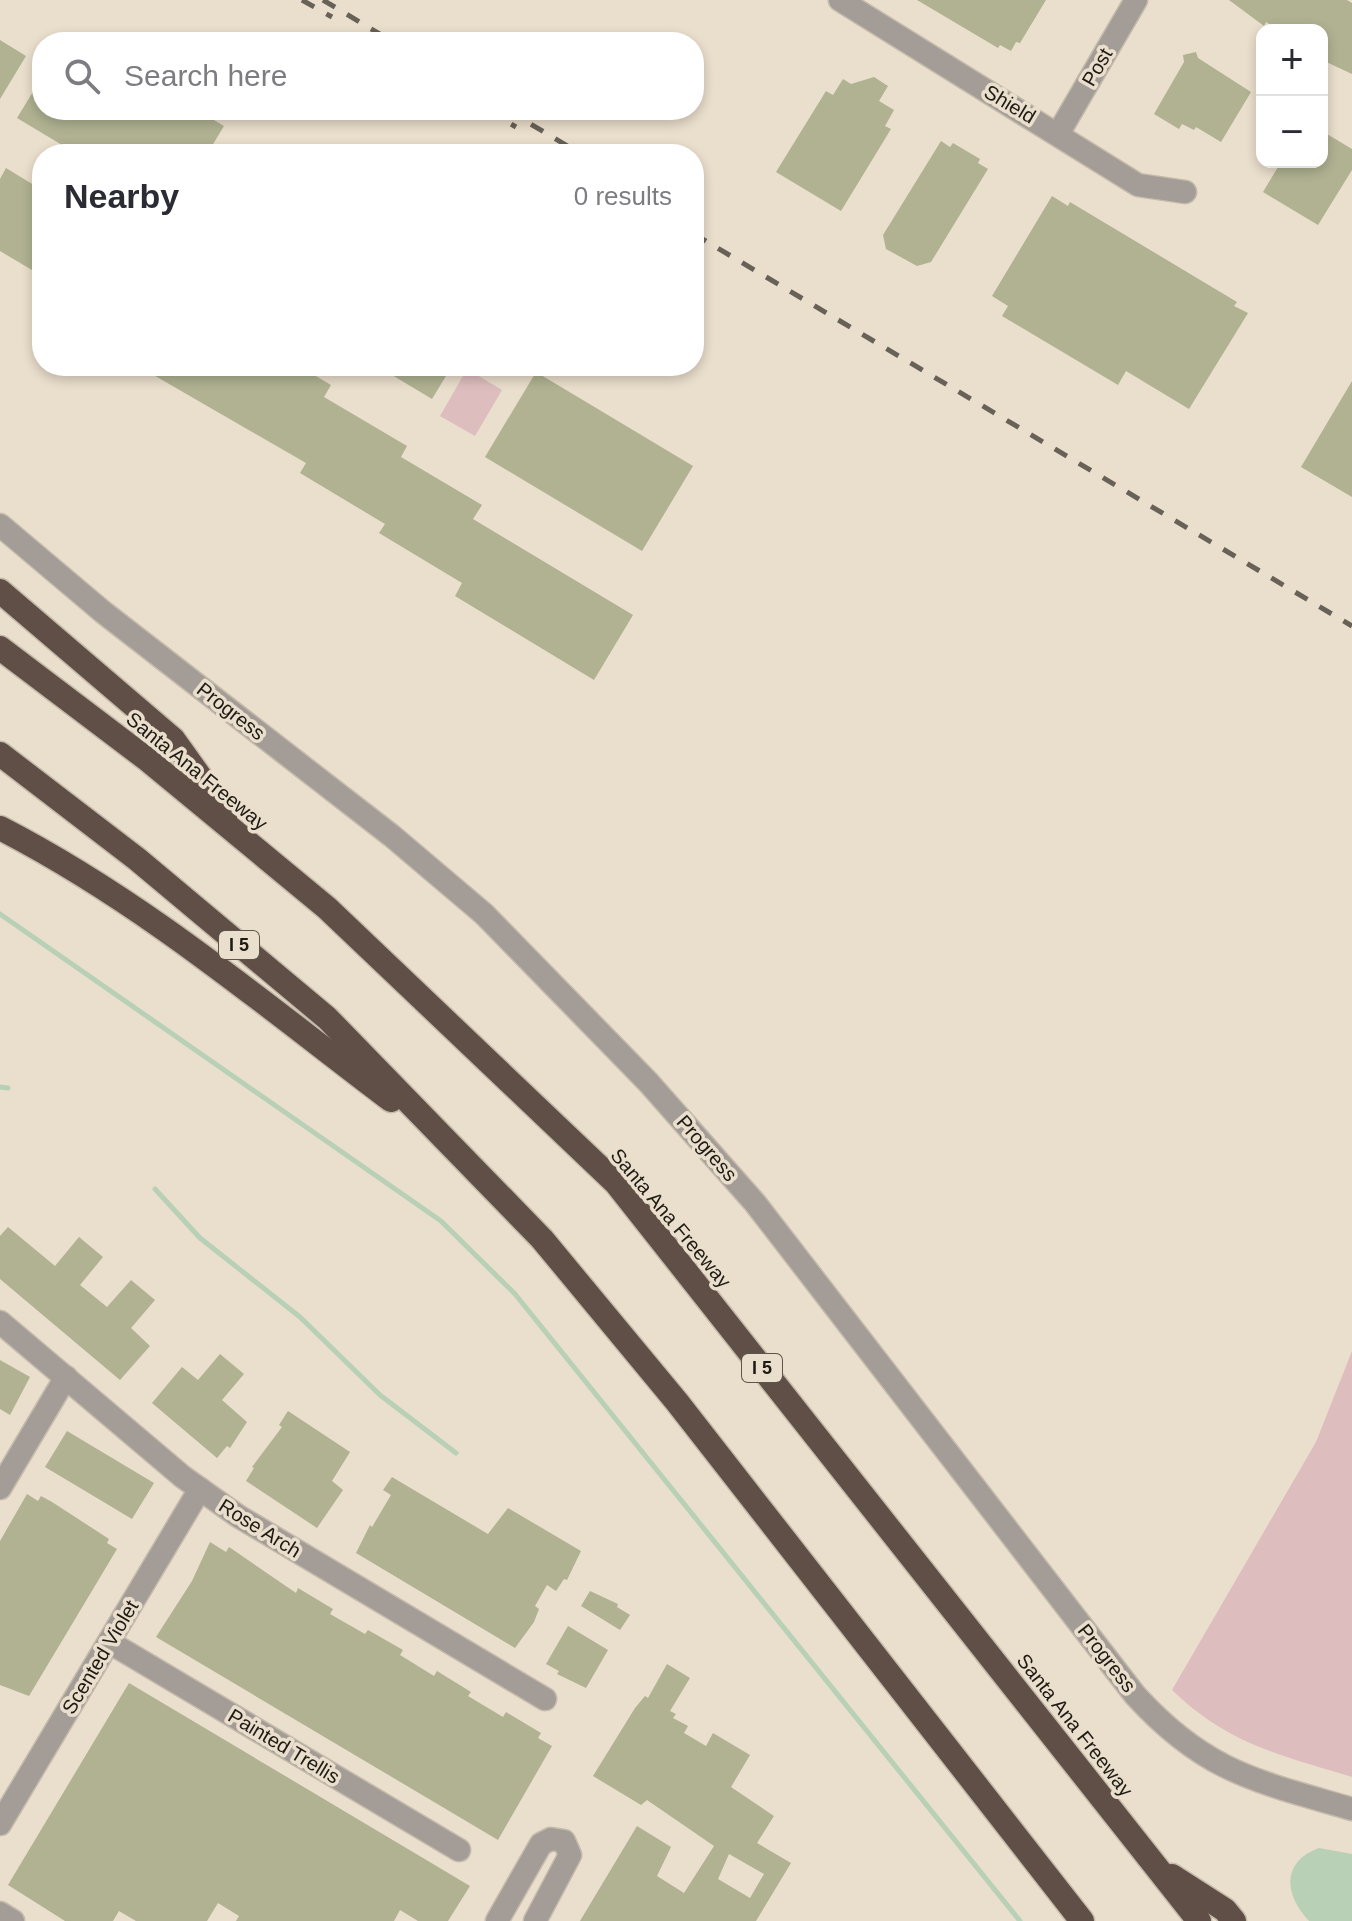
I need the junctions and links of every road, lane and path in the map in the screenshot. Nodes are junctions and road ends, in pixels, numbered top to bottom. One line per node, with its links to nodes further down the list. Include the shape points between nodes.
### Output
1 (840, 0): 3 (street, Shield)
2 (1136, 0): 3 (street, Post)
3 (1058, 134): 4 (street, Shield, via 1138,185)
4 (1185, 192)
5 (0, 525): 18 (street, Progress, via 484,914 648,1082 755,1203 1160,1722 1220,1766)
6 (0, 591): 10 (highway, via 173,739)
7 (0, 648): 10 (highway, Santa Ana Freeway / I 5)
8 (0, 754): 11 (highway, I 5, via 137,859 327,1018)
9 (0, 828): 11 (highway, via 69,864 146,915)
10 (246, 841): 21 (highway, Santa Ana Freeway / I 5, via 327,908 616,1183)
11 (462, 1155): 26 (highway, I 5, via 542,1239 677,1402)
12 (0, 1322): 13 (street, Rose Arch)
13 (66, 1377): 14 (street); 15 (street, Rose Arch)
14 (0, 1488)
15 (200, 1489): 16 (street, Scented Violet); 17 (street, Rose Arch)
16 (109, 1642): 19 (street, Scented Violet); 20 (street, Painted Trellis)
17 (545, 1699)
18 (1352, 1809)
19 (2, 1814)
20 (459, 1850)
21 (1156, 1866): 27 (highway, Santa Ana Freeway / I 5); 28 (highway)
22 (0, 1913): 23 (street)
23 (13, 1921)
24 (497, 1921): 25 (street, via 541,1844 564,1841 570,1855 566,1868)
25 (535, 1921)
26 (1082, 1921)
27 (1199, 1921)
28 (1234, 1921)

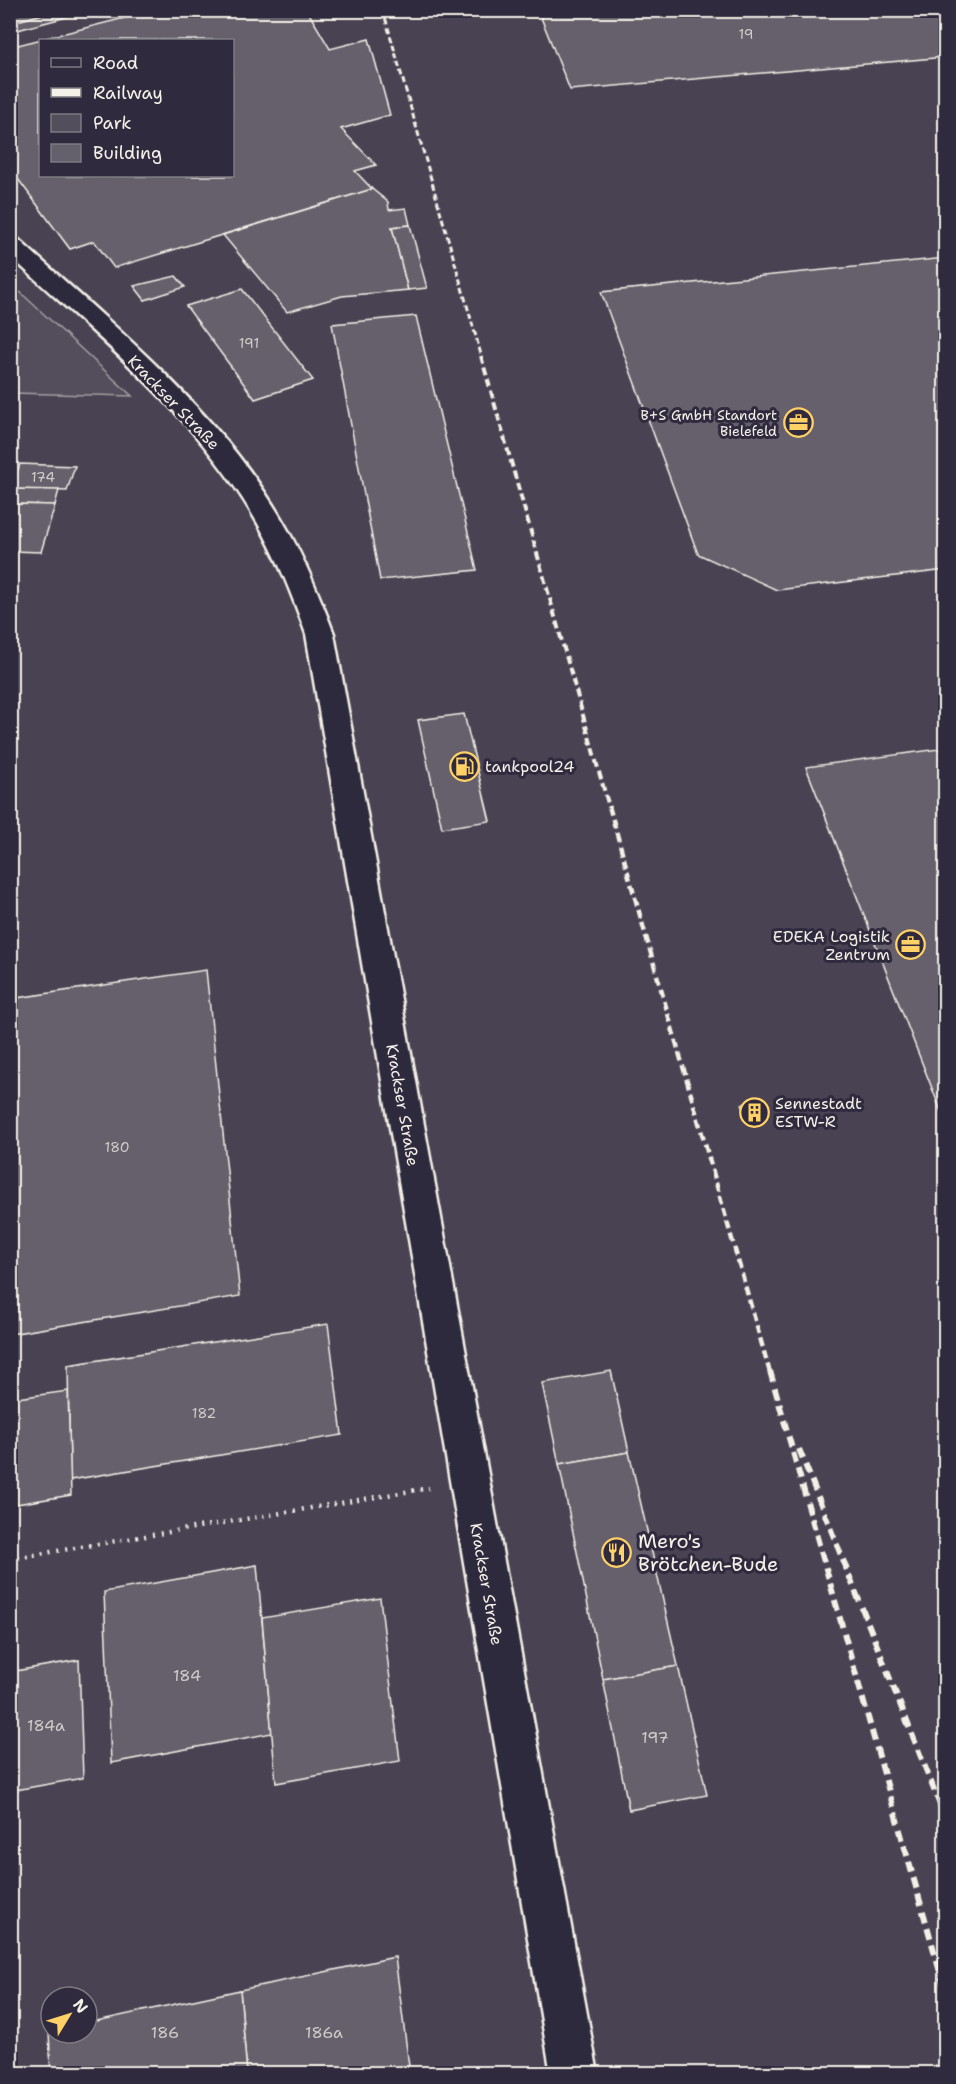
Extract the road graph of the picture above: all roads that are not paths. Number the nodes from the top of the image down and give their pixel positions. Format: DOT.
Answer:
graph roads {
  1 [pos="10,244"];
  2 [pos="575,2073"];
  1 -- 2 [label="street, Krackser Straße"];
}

◇ ◇ ◇ ◇ ◇

**Task to carry out:** Give back every entry in its exact wording, leaving the pictures out.

**Answer for this exercise:**
I need the junctions and links of every road, lane and path in the map in the screenshot. Nodes are junctions and road ends, in pixels, numbered top to bottom. One line per node, with its links to nodes further down the list. Include the shape points between nodes.
### Output
1 (840, 0): 3 (street, Shield)
2 (1136, 0): 3 (street, Post)
3 (1058, 134): 4 (street, Shield, via 1138,185)
4 (1185, 192)
5 (0, 525): 18 (street, Progress, via 484,914 648,1082 755,1203 1160,1722 1220,1766)
6 (0, 591): 10 (highway, via 173,739)
7 (0, 648): 10 (highway, Santa Ana Freeway / I 5)
8 (0, 754): 11 (highway, I 5, via 137,859 327,1018)
9 (0, 828): 11 (highway, via 69,864 146,915)
10 (246, 841): 21 (highway, Santa Ana Freeway / I 5, via 327,908 616,1183)
11 (462, 1155): 26 (highway, I 5, via 542,1239 677,1402)
12 (0, 1322): 13 (street, Rose Arch)
13 (66, 1377): 14 (street); 15 (street, Rose Arch)
14 (0, 1488)
15 (200, 1489): 16 (street, Scented Violet); 17 (street, Rose Arch)
16 (109, 1642): 19 (street, Scented Violet); 20 (street, Painted Trellis)
17 (545, 1699)
18 (1352, 1809)
19 (2, 1814)
20 (459, 1850)
21 (1156, 1866): 27 (highway, Santa Ana Freeway / I 5); 28 (highway)
22 (0, 1913): 23 (street)
23 (13, 1921)
24 (497, 1921): 25 (street, via 541,1844 564,1841 570,1855 566,1868)
25 (535, 1921)
26 (1082, 1921)
27 (1199, 1921)
28 (1234, 1921)

Extract the road graph of the picture above: all roads that are not paths. Number the nodes from the top of the image down and give their pixel positions. Format: DOT.
Answer:
graph roads {
  1 [pos="10,244"];
  2 [pos="575,2073"];
  1 -- 2 [label="street, Krackser Straße"];
}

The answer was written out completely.